WHAT YOU SHOULD DO
Each line below must be set down exactly; omit any image you find.

Collection entries
== Segment start ==
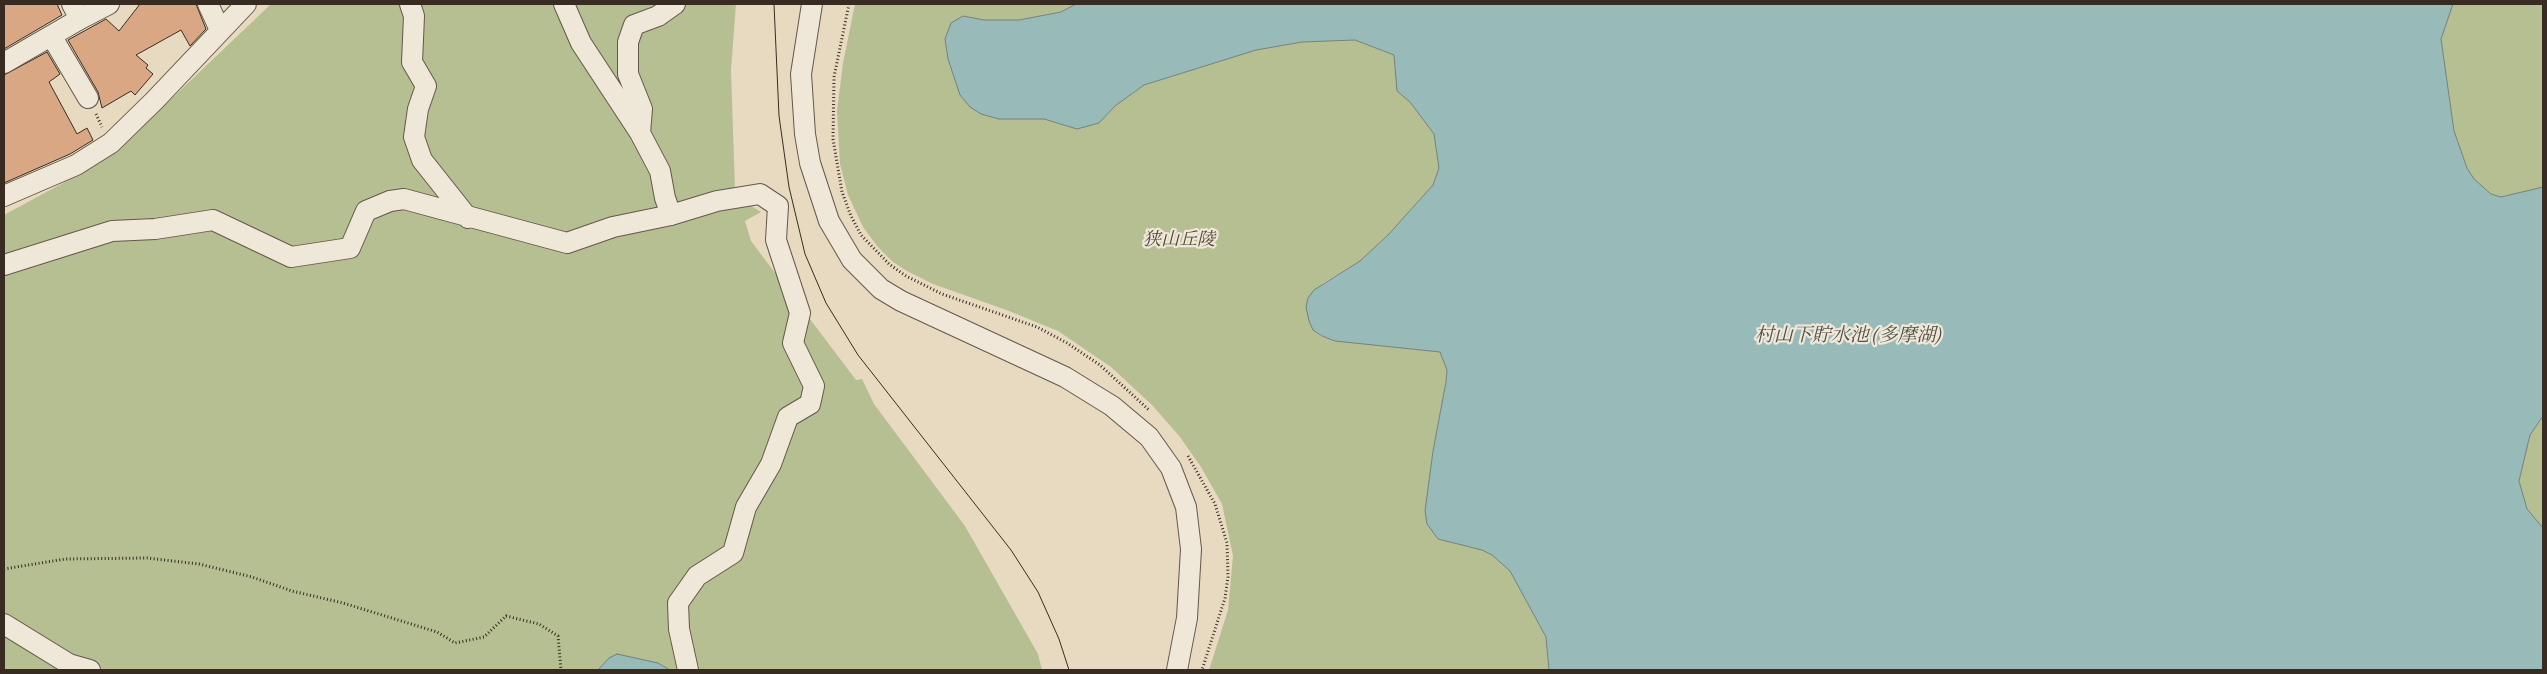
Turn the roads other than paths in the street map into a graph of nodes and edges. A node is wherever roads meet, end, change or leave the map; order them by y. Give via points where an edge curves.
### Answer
1 (109, 4) edge
2 (208, 4) edge
3 (246, 4) edge
4 (410, 4) edge
5 (564, 4) edge
6 (675, 4) edge
7 (812, 4) edge
8 (76, 11) edge
9 (220, 30) junction
10 (52, 37) junction
11 (4, 63) edge
12 (88, 98) road end
13 (640, 133) junction
14 (4, 196) edge
15 (671, 215) junction
16 (468, 218) junction
17 (4, 265) edge
18 (4, 624) edge
19 (90, 670) edge
20 (688, 670) edge
21 (1177, 670) edge

1 - 8 street
2 - 9 street
3 - 9 street
4 - 16 street via 414,16 412,62 426,86 418,109 414,137 422,160
5 - 13 street via 581,43
6 - 13 street via 658,16 634,25 628,42 628,74 642,109
7 - 21 street via 801,74 805,134 810,163 829,221 852,260 881,289 900,302 1065,377 1112,406 1149,437 1171,468 1186,507 1192,549 1187,618
8 - 10 street
9 - 14 street via 111,143 76,165
10 - 11 street
10 - 12 street
13 - 15 street via 660,171
15 - 16 street via 613,227 567,243
15 - 20 street via 717,201 760,194 778,206 776,240 800,313 793,342 814,386 810,404 788,417 771,464 746,507 733,553 698,576 678,603 678,629
16 - 17 street via 404,199 366,211 350,248 290,257 213,220 155,229 112,231
18 - 19 street via 69,664

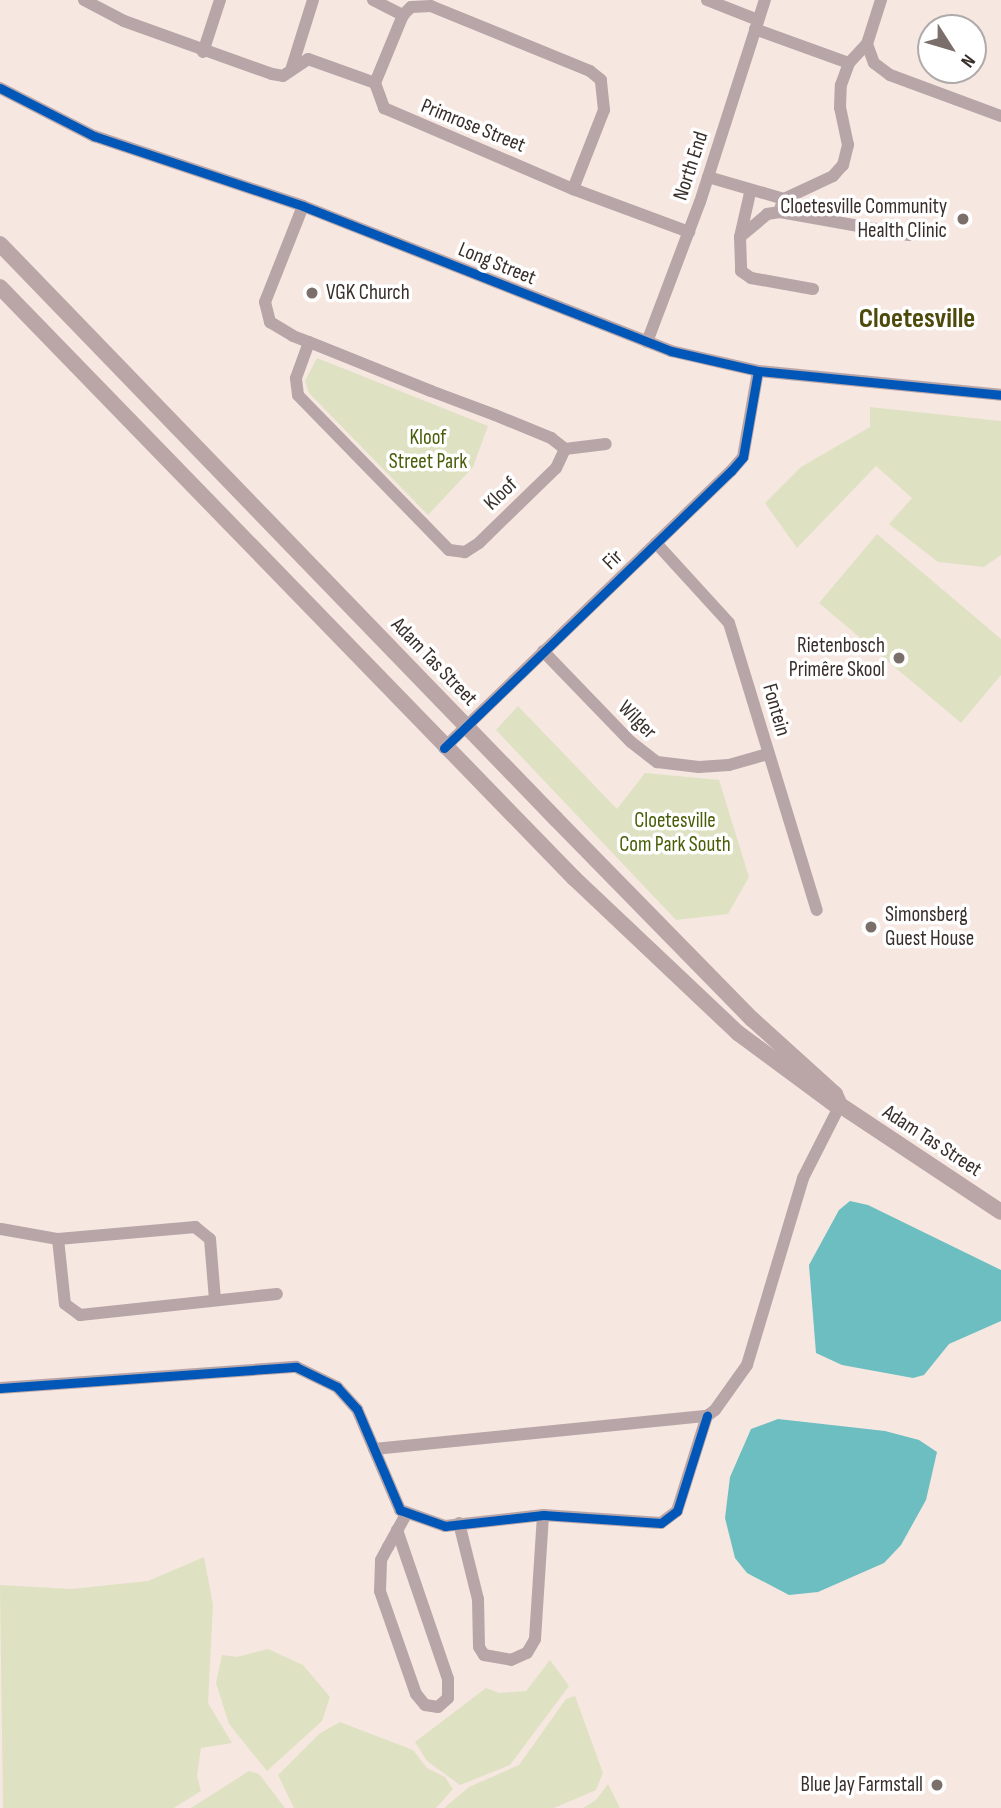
== Segment end ==
ANSWER TO THE EXERCISE
Turn the roads other than paths in the street map into a graph of nodes and edges. A node is wherever roads meet, end, change or leave the map; order them by y. Give via points where an edge curves.
### Answer
1 (109, 4) edge
2 (208, 4) edge
3 (246, 4) edge
4 (410, 4) edge
5 (564, 4) edge
6 (675, 4) edge
7 (812, 4) edge
8 (76, 11) edge
9 (220, 30) junction
10 (52, 37) junction
11 (4, 63) edge
12 (88, 98) road end
13 (640, 133) junction
14 (4, 196) edge
15 (671, 215) junction
16 (468, 218) junction
17 (4, 265) edge
18 (4, 624) edge
19 (90, 670) edge
20 (688, 670) edge
21 (1177, 670) edge

1 - 8 street
2 - 9 street
3 - 9 street
4 - 16 street via 414,16 412,62 426,86 418,109 414,137 422,160
5 - 13 street via 581,43
6 - 13 street via 658,16 634,25 628,42 628,74 642,109
7 - 21 street via 801,74 805,134 810,163 829,221 852,260 881,289 900,302 1065,377 1112,406 1149,437 1171,468 1186,507 1192,549 1187,618
8 - 10 street
9 - 14 street via 111,143 76,165
10 - 11 street
10 - 12 street
13 - 15 street via 660,171
15 - 16 street via 613,227 567,243
15 - 20 street via 717,201 760,194 778,206 776,240 800,313 793,342 814,386 810,404 788,417 771,464 746,507 733,553 698,576 678,603 678,629
16 - 17 street via 404,199 366,211 350,248 290,257 213,220 155,229 112,231
18 - 19 street via 69,664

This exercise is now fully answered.